# PROMPT
Please say how many lines below include the word "Richmond", with nothing beyond the number.
+++ AVAILABLE DATA +++
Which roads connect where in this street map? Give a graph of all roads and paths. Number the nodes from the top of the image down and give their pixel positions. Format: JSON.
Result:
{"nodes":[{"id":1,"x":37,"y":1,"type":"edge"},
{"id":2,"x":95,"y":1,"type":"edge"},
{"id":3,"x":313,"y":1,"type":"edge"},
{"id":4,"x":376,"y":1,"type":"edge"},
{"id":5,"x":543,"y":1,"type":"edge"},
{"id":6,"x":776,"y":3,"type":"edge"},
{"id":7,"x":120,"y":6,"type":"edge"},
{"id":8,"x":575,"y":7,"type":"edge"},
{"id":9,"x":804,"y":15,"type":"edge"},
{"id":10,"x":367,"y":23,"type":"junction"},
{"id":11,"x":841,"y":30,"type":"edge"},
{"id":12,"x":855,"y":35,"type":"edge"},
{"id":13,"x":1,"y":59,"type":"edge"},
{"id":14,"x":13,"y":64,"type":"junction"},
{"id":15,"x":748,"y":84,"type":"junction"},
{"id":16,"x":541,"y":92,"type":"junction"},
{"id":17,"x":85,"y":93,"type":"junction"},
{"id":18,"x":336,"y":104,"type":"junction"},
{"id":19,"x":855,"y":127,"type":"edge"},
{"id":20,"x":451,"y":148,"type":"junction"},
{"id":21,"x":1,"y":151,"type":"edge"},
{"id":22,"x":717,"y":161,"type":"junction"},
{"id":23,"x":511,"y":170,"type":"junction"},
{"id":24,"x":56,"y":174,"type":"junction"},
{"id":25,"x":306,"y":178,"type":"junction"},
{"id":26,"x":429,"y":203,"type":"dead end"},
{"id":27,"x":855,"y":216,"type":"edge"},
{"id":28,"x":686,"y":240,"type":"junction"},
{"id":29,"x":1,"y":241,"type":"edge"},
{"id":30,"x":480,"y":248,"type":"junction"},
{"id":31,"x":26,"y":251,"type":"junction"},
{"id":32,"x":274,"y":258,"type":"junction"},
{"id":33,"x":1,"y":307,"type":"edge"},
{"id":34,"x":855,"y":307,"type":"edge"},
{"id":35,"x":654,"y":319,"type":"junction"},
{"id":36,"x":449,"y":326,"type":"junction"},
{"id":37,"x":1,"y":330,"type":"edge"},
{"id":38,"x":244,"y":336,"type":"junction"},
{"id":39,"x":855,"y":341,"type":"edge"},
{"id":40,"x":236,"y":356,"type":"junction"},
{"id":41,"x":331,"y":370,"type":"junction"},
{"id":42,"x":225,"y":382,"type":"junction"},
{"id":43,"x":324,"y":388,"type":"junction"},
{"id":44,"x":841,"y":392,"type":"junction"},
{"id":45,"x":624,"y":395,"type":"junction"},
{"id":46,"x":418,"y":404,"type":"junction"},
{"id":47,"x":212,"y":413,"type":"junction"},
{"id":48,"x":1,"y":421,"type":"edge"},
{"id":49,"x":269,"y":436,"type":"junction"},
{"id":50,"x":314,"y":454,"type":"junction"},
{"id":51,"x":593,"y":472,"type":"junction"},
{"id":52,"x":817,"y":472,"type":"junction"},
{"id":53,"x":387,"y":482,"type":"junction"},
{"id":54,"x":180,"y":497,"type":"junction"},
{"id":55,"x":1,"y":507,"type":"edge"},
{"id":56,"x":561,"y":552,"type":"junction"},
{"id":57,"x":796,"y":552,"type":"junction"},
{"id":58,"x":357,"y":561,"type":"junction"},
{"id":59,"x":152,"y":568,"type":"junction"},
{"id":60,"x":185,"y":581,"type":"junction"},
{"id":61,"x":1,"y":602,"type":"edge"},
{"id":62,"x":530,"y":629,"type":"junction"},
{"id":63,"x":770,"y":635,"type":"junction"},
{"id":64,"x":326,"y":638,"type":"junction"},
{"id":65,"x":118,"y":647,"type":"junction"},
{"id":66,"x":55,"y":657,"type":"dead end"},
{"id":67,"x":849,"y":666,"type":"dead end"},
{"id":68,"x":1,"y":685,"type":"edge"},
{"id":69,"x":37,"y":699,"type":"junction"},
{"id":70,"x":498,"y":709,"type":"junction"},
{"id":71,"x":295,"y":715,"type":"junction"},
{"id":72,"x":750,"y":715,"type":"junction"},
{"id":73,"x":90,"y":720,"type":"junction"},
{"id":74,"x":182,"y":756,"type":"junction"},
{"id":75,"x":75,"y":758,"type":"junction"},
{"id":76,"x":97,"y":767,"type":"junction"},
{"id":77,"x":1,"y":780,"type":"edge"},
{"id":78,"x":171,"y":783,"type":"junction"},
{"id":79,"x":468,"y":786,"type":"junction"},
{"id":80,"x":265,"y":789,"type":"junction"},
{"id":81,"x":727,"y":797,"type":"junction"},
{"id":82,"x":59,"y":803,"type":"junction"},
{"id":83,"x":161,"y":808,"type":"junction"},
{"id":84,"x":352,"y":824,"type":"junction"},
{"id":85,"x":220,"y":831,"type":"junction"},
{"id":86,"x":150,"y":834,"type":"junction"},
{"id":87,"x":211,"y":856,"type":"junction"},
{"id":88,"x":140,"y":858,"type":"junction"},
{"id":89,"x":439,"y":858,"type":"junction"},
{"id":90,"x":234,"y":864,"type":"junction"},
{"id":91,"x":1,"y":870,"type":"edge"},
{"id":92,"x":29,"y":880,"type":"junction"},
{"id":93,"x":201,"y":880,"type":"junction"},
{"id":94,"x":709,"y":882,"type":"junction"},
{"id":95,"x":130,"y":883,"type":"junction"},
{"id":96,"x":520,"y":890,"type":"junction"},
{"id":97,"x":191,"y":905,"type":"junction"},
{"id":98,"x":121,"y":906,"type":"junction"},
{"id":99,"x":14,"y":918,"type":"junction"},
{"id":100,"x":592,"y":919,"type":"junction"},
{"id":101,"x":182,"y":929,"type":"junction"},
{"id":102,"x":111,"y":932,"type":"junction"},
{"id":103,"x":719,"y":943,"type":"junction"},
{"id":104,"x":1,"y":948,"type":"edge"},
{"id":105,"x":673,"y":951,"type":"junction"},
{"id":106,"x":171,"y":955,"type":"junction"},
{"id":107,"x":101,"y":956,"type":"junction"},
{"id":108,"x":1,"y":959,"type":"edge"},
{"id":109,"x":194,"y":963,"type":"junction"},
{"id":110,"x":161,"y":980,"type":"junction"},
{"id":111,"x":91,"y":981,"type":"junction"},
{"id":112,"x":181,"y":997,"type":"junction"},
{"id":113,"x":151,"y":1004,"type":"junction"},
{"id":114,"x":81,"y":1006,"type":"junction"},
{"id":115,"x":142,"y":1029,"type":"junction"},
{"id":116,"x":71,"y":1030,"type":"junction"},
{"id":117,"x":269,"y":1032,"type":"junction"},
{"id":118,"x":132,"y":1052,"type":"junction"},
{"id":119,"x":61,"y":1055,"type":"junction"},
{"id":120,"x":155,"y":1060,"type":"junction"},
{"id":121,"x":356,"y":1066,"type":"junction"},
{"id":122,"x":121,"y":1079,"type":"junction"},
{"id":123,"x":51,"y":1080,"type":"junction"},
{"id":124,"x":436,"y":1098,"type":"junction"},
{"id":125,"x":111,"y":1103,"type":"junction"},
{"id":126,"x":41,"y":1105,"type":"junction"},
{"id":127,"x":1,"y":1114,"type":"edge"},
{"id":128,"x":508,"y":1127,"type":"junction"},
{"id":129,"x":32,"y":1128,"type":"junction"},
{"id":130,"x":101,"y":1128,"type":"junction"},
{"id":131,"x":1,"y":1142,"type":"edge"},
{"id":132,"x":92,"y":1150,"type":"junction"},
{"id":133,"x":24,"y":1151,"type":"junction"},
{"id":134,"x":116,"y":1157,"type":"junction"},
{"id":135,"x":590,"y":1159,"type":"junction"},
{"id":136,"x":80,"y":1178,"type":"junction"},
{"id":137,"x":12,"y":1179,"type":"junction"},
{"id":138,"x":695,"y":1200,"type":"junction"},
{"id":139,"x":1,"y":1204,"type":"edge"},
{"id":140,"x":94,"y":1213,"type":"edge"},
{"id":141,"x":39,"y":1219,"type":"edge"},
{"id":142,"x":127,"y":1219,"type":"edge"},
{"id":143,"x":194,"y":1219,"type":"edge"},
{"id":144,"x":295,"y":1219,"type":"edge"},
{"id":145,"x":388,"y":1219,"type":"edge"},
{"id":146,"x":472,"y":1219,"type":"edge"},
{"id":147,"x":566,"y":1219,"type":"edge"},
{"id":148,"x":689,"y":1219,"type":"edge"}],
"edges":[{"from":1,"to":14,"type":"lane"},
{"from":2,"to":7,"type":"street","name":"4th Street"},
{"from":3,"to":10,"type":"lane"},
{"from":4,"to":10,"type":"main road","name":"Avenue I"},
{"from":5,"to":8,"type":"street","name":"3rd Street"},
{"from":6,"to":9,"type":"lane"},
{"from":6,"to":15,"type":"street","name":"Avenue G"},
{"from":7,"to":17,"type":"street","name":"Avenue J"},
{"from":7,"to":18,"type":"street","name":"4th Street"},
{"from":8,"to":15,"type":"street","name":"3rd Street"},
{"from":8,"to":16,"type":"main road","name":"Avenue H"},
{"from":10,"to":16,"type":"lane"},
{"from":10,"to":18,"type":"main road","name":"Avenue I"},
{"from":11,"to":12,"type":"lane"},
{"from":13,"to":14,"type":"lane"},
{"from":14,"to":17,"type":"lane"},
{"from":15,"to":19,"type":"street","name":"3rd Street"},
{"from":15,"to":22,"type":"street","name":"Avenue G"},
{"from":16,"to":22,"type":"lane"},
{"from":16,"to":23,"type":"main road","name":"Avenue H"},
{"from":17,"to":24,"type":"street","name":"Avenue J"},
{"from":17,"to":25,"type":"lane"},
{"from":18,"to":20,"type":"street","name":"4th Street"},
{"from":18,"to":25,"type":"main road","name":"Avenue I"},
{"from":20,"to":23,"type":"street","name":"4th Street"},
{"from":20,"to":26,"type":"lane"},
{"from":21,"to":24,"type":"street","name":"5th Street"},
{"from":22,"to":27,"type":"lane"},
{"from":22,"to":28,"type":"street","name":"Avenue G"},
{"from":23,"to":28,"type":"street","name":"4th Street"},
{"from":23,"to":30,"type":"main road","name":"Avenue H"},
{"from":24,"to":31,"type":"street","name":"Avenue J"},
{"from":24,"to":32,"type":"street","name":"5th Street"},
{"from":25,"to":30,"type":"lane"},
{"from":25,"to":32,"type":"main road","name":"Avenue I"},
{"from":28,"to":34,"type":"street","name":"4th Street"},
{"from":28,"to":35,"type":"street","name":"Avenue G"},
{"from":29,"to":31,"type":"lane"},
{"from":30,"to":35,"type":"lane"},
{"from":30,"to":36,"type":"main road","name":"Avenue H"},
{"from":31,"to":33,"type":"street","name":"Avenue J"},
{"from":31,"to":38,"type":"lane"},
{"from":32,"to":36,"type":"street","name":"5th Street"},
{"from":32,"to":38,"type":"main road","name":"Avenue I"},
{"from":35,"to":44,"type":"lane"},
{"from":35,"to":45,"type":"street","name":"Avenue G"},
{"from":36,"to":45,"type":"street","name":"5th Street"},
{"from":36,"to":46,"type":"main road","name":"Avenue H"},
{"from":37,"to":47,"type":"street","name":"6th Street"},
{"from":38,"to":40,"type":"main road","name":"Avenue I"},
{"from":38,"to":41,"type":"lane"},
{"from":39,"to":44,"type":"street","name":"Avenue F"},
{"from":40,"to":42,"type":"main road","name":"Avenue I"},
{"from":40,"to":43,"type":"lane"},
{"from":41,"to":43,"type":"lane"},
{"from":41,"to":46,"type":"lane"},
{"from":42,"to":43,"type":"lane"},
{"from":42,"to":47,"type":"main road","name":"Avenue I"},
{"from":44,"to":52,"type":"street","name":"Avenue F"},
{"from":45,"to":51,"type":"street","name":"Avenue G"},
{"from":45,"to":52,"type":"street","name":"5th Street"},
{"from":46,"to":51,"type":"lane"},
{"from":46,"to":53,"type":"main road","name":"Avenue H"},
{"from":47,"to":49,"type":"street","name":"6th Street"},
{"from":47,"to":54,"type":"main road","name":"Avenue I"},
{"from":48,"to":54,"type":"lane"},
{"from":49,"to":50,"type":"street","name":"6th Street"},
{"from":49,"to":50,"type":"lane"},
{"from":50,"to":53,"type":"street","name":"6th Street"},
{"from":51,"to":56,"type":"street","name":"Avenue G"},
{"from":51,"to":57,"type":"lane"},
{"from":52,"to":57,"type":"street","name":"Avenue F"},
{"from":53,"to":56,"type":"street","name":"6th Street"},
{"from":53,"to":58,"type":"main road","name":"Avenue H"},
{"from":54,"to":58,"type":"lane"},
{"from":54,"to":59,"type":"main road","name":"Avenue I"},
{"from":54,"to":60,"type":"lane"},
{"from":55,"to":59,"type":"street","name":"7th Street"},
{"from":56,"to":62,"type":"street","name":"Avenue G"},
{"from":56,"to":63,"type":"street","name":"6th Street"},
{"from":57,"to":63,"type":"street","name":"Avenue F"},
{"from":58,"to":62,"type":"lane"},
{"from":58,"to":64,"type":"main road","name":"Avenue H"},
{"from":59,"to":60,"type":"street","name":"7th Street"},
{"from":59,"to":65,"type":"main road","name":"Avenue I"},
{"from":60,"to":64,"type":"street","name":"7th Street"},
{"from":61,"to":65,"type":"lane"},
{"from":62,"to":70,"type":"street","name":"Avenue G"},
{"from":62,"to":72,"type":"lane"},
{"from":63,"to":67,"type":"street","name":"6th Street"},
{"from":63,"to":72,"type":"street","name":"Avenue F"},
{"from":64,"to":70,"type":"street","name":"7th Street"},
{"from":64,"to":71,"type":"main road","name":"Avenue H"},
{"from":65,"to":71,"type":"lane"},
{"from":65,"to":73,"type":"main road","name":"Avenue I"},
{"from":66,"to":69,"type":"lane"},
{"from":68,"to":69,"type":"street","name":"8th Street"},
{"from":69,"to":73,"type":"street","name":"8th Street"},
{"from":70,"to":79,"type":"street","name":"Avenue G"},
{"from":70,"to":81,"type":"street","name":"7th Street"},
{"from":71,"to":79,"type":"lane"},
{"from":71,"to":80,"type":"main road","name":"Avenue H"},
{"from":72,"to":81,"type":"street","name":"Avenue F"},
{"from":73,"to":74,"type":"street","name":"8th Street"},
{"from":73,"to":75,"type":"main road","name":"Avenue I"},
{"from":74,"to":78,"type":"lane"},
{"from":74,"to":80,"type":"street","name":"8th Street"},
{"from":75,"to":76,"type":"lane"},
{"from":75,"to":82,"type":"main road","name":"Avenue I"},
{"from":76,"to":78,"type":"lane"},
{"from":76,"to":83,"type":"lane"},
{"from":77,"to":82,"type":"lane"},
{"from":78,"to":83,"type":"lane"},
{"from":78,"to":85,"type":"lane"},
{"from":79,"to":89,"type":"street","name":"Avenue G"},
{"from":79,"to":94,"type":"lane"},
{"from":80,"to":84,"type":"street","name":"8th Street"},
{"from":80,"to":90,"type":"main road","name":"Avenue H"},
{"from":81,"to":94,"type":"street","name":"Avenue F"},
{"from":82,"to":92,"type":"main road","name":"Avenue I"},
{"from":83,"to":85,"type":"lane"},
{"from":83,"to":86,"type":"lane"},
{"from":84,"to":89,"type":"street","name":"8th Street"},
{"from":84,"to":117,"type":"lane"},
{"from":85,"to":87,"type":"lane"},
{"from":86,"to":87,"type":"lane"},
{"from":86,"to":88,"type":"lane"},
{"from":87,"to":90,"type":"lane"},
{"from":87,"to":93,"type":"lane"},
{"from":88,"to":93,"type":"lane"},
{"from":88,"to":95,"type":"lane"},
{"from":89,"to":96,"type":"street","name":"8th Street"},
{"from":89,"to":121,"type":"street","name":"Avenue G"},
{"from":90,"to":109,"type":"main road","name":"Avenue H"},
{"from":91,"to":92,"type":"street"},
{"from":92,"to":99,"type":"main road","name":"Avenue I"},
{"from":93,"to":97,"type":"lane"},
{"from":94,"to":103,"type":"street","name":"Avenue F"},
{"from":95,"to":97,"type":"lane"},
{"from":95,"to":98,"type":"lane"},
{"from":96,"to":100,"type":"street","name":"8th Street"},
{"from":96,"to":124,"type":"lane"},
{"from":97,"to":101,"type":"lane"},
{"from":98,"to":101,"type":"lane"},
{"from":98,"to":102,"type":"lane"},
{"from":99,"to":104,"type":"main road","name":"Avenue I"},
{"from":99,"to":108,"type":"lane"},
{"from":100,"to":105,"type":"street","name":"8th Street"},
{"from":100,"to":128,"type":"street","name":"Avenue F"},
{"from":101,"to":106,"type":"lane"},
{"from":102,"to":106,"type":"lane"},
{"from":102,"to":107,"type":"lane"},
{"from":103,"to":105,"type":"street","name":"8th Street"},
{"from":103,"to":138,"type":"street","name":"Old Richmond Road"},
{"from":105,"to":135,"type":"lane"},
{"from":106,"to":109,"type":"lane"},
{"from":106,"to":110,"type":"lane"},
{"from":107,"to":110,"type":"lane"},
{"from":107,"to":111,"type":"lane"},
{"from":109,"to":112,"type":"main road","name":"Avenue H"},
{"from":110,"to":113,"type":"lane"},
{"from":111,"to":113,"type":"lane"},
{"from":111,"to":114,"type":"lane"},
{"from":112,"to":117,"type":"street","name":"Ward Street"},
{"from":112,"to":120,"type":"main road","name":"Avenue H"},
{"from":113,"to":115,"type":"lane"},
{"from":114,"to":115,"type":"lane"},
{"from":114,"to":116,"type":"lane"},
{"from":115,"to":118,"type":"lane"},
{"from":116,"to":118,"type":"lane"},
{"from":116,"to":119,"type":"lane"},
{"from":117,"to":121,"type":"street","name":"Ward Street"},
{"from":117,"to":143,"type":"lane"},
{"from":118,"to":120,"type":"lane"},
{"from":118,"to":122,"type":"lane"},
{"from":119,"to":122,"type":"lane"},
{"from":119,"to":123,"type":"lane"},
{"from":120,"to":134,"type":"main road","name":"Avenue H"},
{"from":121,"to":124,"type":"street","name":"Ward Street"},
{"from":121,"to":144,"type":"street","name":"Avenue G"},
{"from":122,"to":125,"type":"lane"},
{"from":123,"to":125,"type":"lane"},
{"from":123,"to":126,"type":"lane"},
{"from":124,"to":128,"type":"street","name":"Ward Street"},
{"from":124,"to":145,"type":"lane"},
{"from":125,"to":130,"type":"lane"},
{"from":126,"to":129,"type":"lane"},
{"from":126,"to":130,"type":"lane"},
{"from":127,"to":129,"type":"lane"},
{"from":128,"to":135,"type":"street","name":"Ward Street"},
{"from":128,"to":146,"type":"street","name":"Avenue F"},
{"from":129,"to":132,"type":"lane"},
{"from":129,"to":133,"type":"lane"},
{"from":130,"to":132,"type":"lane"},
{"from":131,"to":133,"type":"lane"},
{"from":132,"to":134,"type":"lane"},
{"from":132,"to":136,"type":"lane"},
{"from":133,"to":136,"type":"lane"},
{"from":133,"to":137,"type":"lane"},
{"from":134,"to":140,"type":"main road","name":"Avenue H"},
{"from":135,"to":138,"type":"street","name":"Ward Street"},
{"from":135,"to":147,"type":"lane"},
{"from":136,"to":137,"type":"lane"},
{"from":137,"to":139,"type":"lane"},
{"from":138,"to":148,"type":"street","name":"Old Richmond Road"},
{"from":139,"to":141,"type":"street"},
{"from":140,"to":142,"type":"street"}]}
+++
# ANSWER BOX
2